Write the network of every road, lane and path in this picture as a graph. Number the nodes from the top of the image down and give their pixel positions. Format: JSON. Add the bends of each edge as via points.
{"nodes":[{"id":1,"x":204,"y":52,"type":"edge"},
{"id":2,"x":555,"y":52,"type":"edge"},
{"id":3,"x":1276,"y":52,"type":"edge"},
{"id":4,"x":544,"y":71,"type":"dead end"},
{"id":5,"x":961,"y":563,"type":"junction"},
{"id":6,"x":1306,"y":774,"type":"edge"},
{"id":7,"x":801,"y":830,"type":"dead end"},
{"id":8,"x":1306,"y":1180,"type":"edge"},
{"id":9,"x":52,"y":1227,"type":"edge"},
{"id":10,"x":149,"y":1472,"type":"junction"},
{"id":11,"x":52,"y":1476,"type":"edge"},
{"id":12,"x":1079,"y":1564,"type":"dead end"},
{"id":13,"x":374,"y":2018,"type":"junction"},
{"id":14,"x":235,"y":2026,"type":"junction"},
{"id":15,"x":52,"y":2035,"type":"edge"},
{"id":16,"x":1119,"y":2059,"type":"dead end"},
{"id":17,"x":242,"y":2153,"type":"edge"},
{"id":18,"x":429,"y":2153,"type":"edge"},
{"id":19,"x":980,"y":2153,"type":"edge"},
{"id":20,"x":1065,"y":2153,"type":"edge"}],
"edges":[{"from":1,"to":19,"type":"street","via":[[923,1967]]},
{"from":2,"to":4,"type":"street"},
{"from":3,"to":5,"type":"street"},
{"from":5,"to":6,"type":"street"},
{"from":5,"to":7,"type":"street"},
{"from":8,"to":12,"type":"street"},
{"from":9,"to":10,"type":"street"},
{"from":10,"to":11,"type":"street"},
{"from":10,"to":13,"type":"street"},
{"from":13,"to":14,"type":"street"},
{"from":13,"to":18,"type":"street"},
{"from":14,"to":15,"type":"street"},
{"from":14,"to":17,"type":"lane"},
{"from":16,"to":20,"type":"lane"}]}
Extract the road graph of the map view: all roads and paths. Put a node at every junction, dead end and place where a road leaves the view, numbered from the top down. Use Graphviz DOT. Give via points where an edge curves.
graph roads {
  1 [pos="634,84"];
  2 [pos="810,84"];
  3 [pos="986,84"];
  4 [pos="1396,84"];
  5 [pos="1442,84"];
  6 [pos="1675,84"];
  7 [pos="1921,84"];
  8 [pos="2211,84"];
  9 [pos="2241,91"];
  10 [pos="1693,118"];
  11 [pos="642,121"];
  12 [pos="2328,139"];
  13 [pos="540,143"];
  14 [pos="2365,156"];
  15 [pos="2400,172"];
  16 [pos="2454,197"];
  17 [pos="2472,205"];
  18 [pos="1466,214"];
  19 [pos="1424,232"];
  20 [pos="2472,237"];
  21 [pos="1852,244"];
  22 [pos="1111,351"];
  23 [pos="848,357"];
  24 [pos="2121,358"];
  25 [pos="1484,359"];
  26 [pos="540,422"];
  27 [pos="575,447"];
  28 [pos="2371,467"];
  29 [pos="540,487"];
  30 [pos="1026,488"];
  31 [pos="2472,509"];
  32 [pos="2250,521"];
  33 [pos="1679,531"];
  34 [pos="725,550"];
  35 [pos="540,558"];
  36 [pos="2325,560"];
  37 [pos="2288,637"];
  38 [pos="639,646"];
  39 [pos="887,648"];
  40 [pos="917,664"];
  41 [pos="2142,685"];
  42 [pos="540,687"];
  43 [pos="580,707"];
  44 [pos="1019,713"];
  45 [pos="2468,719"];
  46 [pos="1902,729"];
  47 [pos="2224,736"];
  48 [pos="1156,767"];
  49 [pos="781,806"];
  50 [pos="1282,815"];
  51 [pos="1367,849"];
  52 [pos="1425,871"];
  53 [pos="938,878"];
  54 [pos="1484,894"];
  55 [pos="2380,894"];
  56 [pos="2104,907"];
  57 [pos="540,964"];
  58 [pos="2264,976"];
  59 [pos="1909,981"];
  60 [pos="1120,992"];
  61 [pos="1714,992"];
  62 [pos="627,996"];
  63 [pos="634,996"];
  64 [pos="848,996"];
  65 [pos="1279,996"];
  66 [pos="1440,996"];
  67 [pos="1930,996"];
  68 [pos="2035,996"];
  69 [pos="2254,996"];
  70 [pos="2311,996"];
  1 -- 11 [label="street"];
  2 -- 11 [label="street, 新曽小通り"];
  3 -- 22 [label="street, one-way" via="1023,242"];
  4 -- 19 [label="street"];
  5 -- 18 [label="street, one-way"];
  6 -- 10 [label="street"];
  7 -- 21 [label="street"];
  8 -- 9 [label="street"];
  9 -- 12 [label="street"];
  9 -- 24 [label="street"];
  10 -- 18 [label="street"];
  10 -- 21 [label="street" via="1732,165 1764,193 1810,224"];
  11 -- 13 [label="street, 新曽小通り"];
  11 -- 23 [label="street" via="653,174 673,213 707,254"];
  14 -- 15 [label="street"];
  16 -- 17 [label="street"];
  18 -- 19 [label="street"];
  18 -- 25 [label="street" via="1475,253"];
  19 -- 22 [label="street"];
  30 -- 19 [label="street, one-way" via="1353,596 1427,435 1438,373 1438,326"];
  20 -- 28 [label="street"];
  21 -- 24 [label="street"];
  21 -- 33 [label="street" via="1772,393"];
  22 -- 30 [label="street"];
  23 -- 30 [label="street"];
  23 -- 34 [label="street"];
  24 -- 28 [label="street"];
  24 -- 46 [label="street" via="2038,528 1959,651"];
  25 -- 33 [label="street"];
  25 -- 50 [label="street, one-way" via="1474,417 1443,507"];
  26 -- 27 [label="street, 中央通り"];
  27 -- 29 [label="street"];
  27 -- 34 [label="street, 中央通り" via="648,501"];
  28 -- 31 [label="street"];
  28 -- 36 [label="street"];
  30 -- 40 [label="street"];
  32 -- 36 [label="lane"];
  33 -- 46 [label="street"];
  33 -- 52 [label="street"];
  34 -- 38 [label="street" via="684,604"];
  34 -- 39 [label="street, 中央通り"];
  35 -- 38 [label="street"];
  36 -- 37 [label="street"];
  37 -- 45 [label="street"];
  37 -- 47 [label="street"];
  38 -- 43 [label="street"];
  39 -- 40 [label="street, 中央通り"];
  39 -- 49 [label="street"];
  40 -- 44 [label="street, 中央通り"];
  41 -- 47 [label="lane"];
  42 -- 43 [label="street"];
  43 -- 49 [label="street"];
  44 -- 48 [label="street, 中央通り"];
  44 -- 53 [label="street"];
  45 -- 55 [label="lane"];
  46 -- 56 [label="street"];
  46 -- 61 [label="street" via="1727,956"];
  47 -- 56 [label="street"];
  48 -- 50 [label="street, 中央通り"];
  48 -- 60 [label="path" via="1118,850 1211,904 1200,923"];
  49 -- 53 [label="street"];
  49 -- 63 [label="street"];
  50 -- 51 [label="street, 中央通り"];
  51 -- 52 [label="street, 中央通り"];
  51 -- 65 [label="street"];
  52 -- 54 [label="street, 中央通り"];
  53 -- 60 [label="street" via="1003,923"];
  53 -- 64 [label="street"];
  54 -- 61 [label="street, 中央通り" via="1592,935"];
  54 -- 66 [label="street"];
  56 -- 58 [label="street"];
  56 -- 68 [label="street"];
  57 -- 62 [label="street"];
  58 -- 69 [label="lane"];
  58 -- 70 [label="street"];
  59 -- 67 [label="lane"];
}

——

• [AIM OF THE EXERCISE]:
Repeat every record, keeping each line exactly as it is.

• [SOLUTION TO THE EXERCISE]:
Write the network of every road, lane and path in this picture as a graph. Number the nodes from the top of the image down and give their pixel positions. Format: JSON. Add the bends of each edge as via points.
{"nodes":[{"id":1,"x":204,"y":52,"type":"edge"},
{"id":2,"x":555,"y":52,"type":"edge"},
{"id":3,"x":1276,"y":52,"type":"edge"},
{"id":4,"x":544,"y":71,"type":"dead end"},
{"id":5,"x":961,"y":563,"type":"junction"},
{"id":6,"x":1306,"y":774,"type":"edge"},
{"id":7,"x":801,"y":830,"type":"dead end"},
{"id":8,"x":1306,"y":1180,"type":"edge"},
{"id":9,"x":52,"y":1227,"type":"edge"},
{"id":10,"x":149,"y":1472,"type":"junction"},
{"id":11,"x":52,"y":1476,"type":"edge"},
{"id":12,"x":1079,"y":1564,"type":"dead end"},
{"id":13,"x":374,"y":2018,"type":"junction"},
{"id":14,"x":235,"y":2026,"type":"junction"},
{"id":15,"x":52,"y":2035,"type":"edge"},
{"id":16,"x":1119,"y":2059,"type":"dead end"},
{"id":17,"x":242,"y":2153,"type":"edge"},
{"id":18,"x":429,"y":2153,"type":"edge"},
{"id":19,"x":980,"y":2153,"type":"edge"},
{"id":20,"x":1065,"y":2153,"type":"edge"}],
"edges":[{"from":1,"to":19,"type":"street","via":[[923,1967]]},
{"from":2,"to":4,"type":"street"},
{"from":3,"to":5,"type":"street"},
{"from":5,"to":6,"type":"street"},
{"from":5,"to":7,"type":"street"},
{"from":8,"to":12,"type":"street"},
{"from":9,"to":10,"type":"street"},
{"from":10,"to":11,"type":"street"},
{"from":10,"to":13,"type":"street"},
{"from":13,"to":14,"type":"street"},
{"from":13,"to":18,"type":"street"},
{"from":14,"to":15,"type":"street"},
{"from":14,"to":17,"type":"lane"},
{"from":16,"to":20,"type":"lane"}]}
Extract the road graph of the map view: all roads and paths. Put a node at every junction, dead end and place where a road leaves the view, numbered from the top down. Use Graphviz DOT. Give via points where an edge curves.
graph roads {
  1 [pos="634,84"];
  2 [pos="810,84"];
  3 [pos="986,84"];
  4 [pos="1396,84"];
  5 [pos="1442,84"];
  6 [pos="1675,84"];
  7 [pos="1921,84"];
  8 [pos="2211,84"];
  9 [pos="2241,91"];
  10 [pos="1693,118"];
  11 [pos="642,121"];
  12 [pos="2328,139"];
  13 [pos="540,143"];
  14 [pos="2365,156"];
  15 [pos="2400,172"];
  16 [pos="2454,197"];
  17 [pos="2472,205"];
  18 [pos="1466,214"];
  19 [pos="1424,232"];
  20 [pos="2472,237"];
  21 [pos="1852,244"];
  22 [pos="1111,351"];
  23 [pos="848,357"];
  24 [pos="2121,358"];
  25 [pos="1484,359"];
  26 [pos="540,422"];
  27 [pos="575,447"];
  28 [pos="2371,467"];
  29 [pos="540,487"];
  30 [pos="1026,488"];
  31 [pos="2472,509"];
  32 [pos="2250,521"];
  33 [pos="1679,531"];
  34 [pos="725,550"];
  35 [pos="540,558"];
  36 [pos="2325,560"];
  37 [pos="2288,637"];
  38 [pos="639,646"];
  39 [pos="887,648"];
  40 [pos="917,664"];
  41 [pos="2142,685"];
  42 [pos="540,687"];
  43 [pos="580,707"];
  44 [pos="1019,713"];
  45 [pos="2468,719"];
  46 [pos="1902,729"];
  47 [pos="2224,736"];
  48 [pos="1156,767"];
  49 [pos="781,806"];
  50 [pos="1282,815"];
  51 [pos="1367,849"];
  52 [pos="1425,871"];
  53 [pos="938,878"];
  54 [pos="1484,894"];
  55 [pos="2380,894"];
  56 [pos="2104,907"];
  57 [pos="540,964"];
  58 [pos="2264,976"];
  59 [pos="1909,981"];
  60 [pos="1120,992"];
  61 [pos="1714,992"];
  62 [pos="627,996"];
  63 [pos="634,996"];
  64 [pos="848,996"];
  65 [pos="1279,996"];
  66 [pos="1440,996"];
  67 [pos="1930,996"];
  68 [pos="2035,996"];
  69 [pos="2254,996"];
  70 [pos="2311,996"];
  1 -- 11 [label="street"];
  2 -- 11 [label="street, 新曽小通り"];
  3 -- 22 [label="street, one-way" via="1023,242"];
  4 -- 19 [label="street"];
  5 -- 18 [label="street, one-way"];
  6 -- 10 [label="street"];
  7 -- 21 [label="street"];
  8 -- 9 [label="street"];
  9 -- 12 [label="street"];
  9 -- 24 [label="street"];
  10 -- 18 [label="street"];
  10 -- 21 [label="street" via="1732,165 1764,193 1810,224"];
  11 -- 13 [label="street, 新曽小通り"];
  11 -- 23 [label="street" via="653,174 673,213 707,254"];
  14 -- 15 [label="street"];
  16 -- 17 [label="street"];
  18 -- 19 [label="street"];
  18 -- 25 [label="street" via="1475,253"];
  19 -- 22 [label="street"];
  30 -- 19 [label="street, one-way" via="1353,596 1427,435 1438,373 1438,326"];
  20 -- 28 [label="street"];
  21 -- 24 [label="street"];
  21 -- 33 [label="street" via="1772,393"];
  22 -- 30 [label="street"];
  23 -- 30 [label="street"];
  23 -- 34 [label="street"];
  24 -- 28 [label="street"];
  24 -- 46 [label="street" via="2038,528 1959,651"];
  25 -- 33 [label="street"];
  25 -- 50 [label="street, one-way" via="1474,417 1443,507"];
  26 -- 27 [label="street, 中央通り"];
  27 -- 29 [label="street"];
  27 -- 34 [label="street, 中央通り" via="648,501"];
  28 -- 31 [label="street"];
  28 -- 36 [label="street"];
  30 -- 40 [label="street"];
  32 -- 36 [label="lane"];
  33 -- 46 [label="street"];
  33 -- 52 [label="street"];
  34 -- 38 [label="street" via="684,604"];
  34 -- 39 [label="street, 中央通り"];
  35 -- 38 [label="street"];
  36 -- 37 [label="street"];
  37 -- 45 [label="street"];
  37 -- 47 [label="street"];
  38 -- 43 [label="street"];
  39 -- 40 [label="street, 中央通り"];
  39 -- 49 [label="street"];
  40 -- 44 [label="street, 中央通り"];
  41 -- 47 [label="lane"];
  42 -- 43 [label="street"];
  43 -- 49 [label="street"];
  44 -- 48 [label="street, 中央通り"];
  44 -- 53 [label="street"];
  45 -- 55 [label="lane"];
  46 -- 56 [label="street"];
  46 -- 61 [label="street" via="1727,956"];
  47 -- 56 [label="street"];
  48 -- 50 [label="street, 中央通り"];
  48 -- 60 [label="path" via="1118,850 1211,904 1200,923"];
  49 -- 53 [label="street"];
  49 -- 63 [label="street"];
  50 -- 51 [label="street, 中央通り"];
  51 -- 52 [label="street, 中央通り"];
  51 -- 65 [label="street"];
  52 -- 54 [label="street, 中央通り"];
  53 -- 60 [label="street" via="1003,923"];
  53 -- 64 [label="street"];
  54 -- 61 [label="street, 中央通り" via="1592,935"];
  54 -- 66 [label="street"];
  56 -- 58 [label="street"];
  56 -- 68 [label="street"];
  57 -- 62 [label="street"];
  58 -- 69 [label="lane"];
  58 -- 70 [label="street"];
  59 -- 67 [label="lane"];
}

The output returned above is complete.